=== Begin Enclosure ===
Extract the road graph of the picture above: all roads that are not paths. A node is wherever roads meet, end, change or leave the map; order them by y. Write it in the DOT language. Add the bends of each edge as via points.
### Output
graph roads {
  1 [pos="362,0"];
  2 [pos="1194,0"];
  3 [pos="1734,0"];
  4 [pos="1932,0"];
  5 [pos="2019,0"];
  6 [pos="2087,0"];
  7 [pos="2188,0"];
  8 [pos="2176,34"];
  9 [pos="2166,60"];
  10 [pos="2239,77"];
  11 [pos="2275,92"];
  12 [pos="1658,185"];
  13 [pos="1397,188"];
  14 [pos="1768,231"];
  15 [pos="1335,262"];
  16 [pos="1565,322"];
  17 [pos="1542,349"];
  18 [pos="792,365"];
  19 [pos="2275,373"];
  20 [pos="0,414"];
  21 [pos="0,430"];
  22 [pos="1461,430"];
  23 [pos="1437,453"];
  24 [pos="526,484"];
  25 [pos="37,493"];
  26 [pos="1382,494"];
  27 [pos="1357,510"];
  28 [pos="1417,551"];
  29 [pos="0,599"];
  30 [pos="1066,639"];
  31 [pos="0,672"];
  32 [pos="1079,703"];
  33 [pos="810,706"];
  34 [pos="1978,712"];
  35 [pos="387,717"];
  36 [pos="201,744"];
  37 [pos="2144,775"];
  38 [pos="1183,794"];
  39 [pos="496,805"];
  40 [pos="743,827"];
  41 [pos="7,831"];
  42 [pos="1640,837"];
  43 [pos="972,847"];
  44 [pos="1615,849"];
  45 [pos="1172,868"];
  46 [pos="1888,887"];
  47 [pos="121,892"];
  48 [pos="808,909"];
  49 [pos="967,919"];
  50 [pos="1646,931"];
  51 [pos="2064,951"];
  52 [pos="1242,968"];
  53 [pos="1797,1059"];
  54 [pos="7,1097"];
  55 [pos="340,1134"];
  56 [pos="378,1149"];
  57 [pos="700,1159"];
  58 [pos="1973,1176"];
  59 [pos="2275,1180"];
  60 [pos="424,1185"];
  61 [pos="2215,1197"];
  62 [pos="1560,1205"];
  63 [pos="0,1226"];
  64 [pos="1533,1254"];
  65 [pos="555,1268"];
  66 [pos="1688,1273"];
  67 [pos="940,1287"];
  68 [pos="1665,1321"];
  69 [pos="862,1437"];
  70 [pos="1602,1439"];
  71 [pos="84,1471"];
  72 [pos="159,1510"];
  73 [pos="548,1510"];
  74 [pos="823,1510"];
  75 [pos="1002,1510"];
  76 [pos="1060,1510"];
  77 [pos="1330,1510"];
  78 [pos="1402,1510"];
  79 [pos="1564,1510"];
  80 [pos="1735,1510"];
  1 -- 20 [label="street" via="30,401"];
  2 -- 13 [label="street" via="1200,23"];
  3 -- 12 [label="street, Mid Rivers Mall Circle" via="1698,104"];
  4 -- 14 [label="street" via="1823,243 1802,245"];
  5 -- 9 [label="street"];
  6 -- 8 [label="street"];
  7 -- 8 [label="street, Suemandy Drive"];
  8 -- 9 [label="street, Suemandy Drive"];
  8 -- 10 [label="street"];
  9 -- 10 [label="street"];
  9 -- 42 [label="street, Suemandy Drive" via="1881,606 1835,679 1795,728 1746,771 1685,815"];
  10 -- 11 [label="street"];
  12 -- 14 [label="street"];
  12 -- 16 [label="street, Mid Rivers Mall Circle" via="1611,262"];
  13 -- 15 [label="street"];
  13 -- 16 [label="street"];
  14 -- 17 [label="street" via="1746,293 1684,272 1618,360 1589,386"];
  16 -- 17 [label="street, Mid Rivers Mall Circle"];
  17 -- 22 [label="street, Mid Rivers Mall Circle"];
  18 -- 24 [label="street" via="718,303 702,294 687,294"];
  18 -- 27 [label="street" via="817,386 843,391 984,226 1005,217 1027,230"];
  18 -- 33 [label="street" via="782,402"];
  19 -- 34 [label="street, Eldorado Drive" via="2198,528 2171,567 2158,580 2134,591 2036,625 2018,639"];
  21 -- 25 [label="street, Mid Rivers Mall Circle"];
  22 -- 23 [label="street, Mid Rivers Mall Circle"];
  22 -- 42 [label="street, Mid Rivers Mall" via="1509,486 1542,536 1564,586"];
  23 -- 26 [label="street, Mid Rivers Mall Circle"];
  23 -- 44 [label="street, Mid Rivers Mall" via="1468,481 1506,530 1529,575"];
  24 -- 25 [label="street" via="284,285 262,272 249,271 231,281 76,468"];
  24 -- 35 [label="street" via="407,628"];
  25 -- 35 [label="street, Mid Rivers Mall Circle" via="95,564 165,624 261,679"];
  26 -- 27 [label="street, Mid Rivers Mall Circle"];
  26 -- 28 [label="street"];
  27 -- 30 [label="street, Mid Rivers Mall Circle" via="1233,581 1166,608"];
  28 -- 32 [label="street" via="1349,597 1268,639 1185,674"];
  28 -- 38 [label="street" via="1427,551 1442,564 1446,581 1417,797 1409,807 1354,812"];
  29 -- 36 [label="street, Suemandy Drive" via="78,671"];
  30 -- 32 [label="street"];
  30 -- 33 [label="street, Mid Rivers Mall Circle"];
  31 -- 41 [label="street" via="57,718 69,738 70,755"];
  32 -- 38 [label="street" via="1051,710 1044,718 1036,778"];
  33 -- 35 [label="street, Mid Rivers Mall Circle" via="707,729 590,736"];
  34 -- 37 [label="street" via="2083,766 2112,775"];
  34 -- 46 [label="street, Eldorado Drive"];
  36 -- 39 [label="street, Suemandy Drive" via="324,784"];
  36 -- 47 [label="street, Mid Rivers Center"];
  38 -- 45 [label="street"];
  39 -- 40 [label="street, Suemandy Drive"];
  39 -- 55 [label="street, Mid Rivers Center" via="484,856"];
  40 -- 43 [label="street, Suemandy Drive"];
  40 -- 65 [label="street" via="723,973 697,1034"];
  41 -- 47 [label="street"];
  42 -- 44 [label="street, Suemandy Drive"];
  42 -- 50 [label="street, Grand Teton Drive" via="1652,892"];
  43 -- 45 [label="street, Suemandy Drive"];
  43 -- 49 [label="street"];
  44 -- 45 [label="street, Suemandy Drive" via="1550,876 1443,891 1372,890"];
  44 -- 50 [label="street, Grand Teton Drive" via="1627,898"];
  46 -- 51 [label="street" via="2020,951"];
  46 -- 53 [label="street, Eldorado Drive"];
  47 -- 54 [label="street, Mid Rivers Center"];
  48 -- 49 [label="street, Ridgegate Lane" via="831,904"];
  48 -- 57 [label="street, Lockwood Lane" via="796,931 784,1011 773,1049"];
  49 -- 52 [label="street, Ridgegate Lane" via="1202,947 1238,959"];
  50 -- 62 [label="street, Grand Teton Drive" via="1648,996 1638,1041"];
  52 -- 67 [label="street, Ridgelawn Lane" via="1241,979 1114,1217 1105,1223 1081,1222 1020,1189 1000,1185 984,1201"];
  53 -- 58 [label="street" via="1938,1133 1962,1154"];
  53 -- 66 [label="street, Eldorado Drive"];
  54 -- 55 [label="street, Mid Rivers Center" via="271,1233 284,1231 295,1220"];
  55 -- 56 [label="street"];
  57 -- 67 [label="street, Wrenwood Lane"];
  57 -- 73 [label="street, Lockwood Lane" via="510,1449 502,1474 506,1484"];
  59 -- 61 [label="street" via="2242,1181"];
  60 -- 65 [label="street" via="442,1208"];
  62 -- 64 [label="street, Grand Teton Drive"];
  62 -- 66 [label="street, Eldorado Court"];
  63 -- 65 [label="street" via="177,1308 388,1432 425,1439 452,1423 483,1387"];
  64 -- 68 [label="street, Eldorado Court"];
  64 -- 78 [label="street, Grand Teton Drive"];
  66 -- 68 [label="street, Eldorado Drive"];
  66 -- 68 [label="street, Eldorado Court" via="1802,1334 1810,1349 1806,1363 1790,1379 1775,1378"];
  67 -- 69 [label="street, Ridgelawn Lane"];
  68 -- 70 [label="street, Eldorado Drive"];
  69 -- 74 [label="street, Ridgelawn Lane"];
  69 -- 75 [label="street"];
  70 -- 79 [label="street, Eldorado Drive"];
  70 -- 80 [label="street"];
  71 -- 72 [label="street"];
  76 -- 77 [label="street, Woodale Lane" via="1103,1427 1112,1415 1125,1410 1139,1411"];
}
=== End Enclosure ===
→ **Task description**
Your answer should consist of the lines from the material that contain "Ridgegate".

→ **Response box**
  48 -- 49 [label="street, Ridgegate Lane" via="831,904"];
  49 -- 52 [label="street, Ridgegate Lane" via="1202,947 1238,959"];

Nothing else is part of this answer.